1997. Dylan a cinquante six ans. Ce qui en soi n’est pas grave. Non, là où ça coince c’est qu’il est en roue libre, voire en chute libre artistiquement depuis la fin des années 80. Depuis « Oh mercy » (1989), son dernier bon et grand disque produit par Daniel Lanois.
Il se contente d’enchaîner des concerts (le bien nommé Neverending Tour, même s’il n’aime pas cette dénomination) et des disques qu’il ne prend plus la peine de composer seul, dans une indifférence au mieux polie (le Zim fait partie de ces totems difficiles à abattre).
Bob Dylan & Daniel Lanois
L’homme étant peu enclin à livrer ses états d’âme, va savoir ce qui a bien pu lui passer par la tête pour s’atteler à la confection de ce « Time out of mind ». Ce qui est certain, c’est que quand il a envie de faire de bonnes choses, Dylan ne laisse rien au hasard.
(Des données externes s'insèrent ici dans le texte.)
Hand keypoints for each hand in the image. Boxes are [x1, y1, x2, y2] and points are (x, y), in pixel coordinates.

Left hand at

Il revient chercher Daniel Lanois pour produire et gratouiller de la guitare. Sous le pseudo de Jack Frost, Dylan coproduit. Mais surtout il s’investit comme ça ne lui était pas arrivé depuis bien longtemps dans l’écriture, joue de la guitare, ressort son vieil harmonica, tapote du piano. Et il va recruter une escouade de fines gâchettes (certains l’accompagnent déjà sur scène), ne lésinant pas sur le casting. Dans lequel figurent entre autres, une flopée de guitaristes (Duke Robillard, Bucky Baxter, Robert Britt, la slideuse blonde Cindy Cashdollar), quatre batteurs dont l’incontournable Jim Keltner, le bassiste Tony Garnier, Augie Meyers aux claviers et last but not least la légende des studios Muscle Shoals Jim Dickinson également aux claviers (curieusement orthographié Dickenson sur le livret) dont le CV remplirait un bottin… Pas exactement des perdreaux de l’année …
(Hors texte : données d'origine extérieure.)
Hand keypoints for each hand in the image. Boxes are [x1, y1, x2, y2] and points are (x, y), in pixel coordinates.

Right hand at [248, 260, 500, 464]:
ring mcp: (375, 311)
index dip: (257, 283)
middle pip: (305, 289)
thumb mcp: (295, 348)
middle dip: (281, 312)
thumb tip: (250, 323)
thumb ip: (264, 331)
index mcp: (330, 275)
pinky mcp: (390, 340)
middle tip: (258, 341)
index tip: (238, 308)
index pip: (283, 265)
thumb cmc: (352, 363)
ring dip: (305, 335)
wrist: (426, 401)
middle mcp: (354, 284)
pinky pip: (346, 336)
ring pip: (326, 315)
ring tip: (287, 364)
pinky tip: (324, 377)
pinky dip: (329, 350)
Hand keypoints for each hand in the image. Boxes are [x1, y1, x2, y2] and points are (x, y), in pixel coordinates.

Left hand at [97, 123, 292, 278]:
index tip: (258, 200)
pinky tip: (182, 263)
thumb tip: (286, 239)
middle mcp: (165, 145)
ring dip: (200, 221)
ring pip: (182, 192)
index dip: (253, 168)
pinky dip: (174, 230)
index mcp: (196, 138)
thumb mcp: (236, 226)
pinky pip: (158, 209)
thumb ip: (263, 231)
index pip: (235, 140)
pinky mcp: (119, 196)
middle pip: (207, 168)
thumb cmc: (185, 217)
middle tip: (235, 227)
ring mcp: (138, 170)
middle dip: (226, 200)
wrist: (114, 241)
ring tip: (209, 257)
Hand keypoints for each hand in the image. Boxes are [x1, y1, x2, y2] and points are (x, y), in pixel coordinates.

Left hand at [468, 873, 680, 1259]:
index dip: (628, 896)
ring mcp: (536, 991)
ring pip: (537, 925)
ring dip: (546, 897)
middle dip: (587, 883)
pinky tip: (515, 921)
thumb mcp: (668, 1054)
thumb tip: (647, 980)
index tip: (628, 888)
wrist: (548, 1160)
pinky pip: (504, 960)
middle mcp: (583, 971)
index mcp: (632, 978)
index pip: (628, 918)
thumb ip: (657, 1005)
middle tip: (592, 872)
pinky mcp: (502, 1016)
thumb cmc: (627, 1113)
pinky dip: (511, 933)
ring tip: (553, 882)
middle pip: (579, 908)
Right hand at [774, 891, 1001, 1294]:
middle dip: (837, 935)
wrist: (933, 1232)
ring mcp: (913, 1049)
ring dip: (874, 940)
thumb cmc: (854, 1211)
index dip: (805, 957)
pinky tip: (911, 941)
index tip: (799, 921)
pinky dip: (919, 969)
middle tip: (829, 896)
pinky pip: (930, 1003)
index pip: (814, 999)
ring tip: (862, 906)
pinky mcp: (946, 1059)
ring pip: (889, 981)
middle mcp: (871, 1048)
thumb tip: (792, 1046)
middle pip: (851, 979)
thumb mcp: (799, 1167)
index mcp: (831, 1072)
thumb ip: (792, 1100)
L’ambiance du disque est sombre, voire crépusculaire (les textes, toutes les tonalités dans les down ou mid tempo). On a beaucoup causé à l’époque de disque testamentaire, celui d’un génie qui s’apprêtait à tirer sa révérence et voulait d’une fin artistique remarquable et grandiose. Sauf que Dylan a jamais rien prétendu de tel et que de toutes façons ça fait plus de vingt ans qu’il continue de sortir des disques, certains immondes (son disque de chants de Noël en 2009), d’autres plus que dignes (les trois-quatre qui ont suivi ce « Time out of mind »).

La première chose qui frappe lors de l’écoute, c’est cette voix caverneuse, gutturale, mixée le plus souvent très en avant, qui daigne quelquefois chantonner sur la mélodie mais se complaît la plupart du temps dans des talking blues. C’est à mon sens le point de bascule du disque. Déjà que Dylan n’a que peu à voir avec les grandes voix du rock & folk & machin, dans « Time out of mind », ce râle de vieillard orchestré peut être rédhibitoire pour certains. Qui auront tort. Parce que ce disque, il est pas loin d’être dans la poignée des tous meilleurs du Zim.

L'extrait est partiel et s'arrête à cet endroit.